Quand quelqu’un doit parler des dégâts causés par le typhus, il ne peut pas ne pas se souvenir en passant du rôle joué par le Dr Vahan, tant comme médecin municipal (à Bab), que comme médecin arménien, lequel, plutôt que de se montrer patriote, s’est révélé, je crois, hostile à la nation, car il ne visitait pas tous les malades, se comportant avec dédain vis-à-vis de la population, les gens se trouvant là-bas ne l’ayant paraît-il pas averti à temps.
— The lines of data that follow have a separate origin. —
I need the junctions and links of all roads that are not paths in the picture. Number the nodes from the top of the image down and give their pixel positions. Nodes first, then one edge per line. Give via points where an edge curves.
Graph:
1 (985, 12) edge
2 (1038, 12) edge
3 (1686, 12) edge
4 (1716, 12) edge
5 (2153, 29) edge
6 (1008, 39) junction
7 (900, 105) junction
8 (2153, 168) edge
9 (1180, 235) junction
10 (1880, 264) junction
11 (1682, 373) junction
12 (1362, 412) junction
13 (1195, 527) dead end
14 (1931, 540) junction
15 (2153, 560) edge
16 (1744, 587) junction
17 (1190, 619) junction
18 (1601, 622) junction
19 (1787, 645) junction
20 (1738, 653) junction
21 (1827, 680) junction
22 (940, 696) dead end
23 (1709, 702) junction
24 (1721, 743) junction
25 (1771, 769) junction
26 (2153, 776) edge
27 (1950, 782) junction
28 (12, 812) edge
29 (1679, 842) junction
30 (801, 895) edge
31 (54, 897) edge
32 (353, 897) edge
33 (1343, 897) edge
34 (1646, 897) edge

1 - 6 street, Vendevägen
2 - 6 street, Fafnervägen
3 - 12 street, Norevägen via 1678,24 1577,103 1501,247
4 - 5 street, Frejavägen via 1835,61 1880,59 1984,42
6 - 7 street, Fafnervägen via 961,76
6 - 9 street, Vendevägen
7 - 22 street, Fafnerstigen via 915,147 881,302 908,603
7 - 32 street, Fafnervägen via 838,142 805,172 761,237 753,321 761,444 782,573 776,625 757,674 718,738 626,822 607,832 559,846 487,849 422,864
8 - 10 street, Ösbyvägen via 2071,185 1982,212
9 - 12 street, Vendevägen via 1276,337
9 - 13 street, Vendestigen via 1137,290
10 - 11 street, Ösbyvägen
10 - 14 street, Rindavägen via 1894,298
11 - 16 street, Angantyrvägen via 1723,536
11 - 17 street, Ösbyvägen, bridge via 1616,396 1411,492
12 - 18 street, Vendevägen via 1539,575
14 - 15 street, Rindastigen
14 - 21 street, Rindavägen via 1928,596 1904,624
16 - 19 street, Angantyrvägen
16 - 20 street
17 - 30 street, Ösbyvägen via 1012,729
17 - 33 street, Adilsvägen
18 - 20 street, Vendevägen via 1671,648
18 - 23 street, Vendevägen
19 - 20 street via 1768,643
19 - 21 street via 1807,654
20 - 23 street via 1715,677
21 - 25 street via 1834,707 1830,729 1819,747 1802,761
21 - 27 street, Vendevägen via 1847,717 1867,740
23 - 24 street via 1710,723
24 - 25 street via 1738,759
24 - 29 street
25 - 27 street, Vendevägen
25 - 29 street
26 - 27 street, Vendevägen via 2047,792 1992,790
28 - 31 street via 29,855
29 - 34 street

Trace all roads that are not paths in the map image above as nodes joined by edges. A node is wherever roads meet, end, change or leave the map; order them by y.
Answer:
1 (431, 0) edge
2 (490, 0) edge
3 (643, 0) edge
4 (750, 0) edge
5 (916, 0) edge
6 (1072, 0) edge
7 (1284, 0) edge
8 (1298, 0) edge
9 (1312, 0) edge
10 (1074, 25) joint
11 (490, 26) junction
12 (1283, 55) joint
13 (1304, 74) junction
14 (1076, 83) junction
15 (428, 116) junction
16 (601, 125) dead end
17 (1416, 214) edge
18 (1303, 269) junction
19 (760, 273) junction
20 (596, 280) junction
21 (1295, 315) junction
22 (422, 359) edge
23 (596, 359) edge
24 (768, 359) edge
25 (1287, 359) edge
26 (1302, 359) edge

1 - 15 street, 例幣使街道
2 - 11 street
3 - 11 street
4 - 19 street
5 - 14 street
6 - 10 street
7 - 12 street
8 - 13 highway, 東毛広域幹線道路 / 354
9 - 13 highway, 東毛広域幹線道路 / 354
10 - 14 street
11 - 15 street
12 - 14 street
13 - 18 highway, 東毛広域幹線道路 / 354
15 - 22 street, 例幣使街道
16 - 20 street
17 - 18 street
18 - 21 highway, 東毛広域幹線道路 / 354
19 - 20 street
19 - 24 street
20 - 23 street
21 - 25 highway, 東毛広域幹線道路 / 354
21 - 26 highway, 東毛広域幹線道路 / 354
Il travaillait plus à s’enrichir qu’à profiter de sa situation pour véritablement apporter un réconfort à ses malheureux compatriotes qui souffraient [...]

Je suis resté trois mois à Bab et, après nous, presque plus personne n’est parti d’ici, à l’exception du dernier convoi qui était composé... des gardiens [arméniens] et pour une part de déportés. Le jour de notre départ, le dernier contrôle avait lieu. Le sous-préfet de Bab, dont je ne me rappelle pas le nom, était également venu solennellement ce jour-là, accompagné des notables de Bab et de Tétif, et il leur fit la déclaration suivante: «Voici que les déportés s’en vont. J’ai appris que vous amenez dans vos maisons des Arméniens. Votre comportement va à l’encontre des efforts du gouvernement. J’exige donc, au nom de la patrie, que vous renonciez à votre projet de garder des infidèles chez vous». Puis, il acheva son discours en disant: «Oh Arabes, sachez qu’aucun d’entre eux, et pas même un poulet, ne doit rester [en vie], car ils pourraient se venger; personne ne doit cacher quelqu’un [Texte en turc: «Bilmiz olun ey Araplar ki bunlardan bir tavuk bile kalsa, bizden intikam alacak, olmar ki, bir kimseyi».] ».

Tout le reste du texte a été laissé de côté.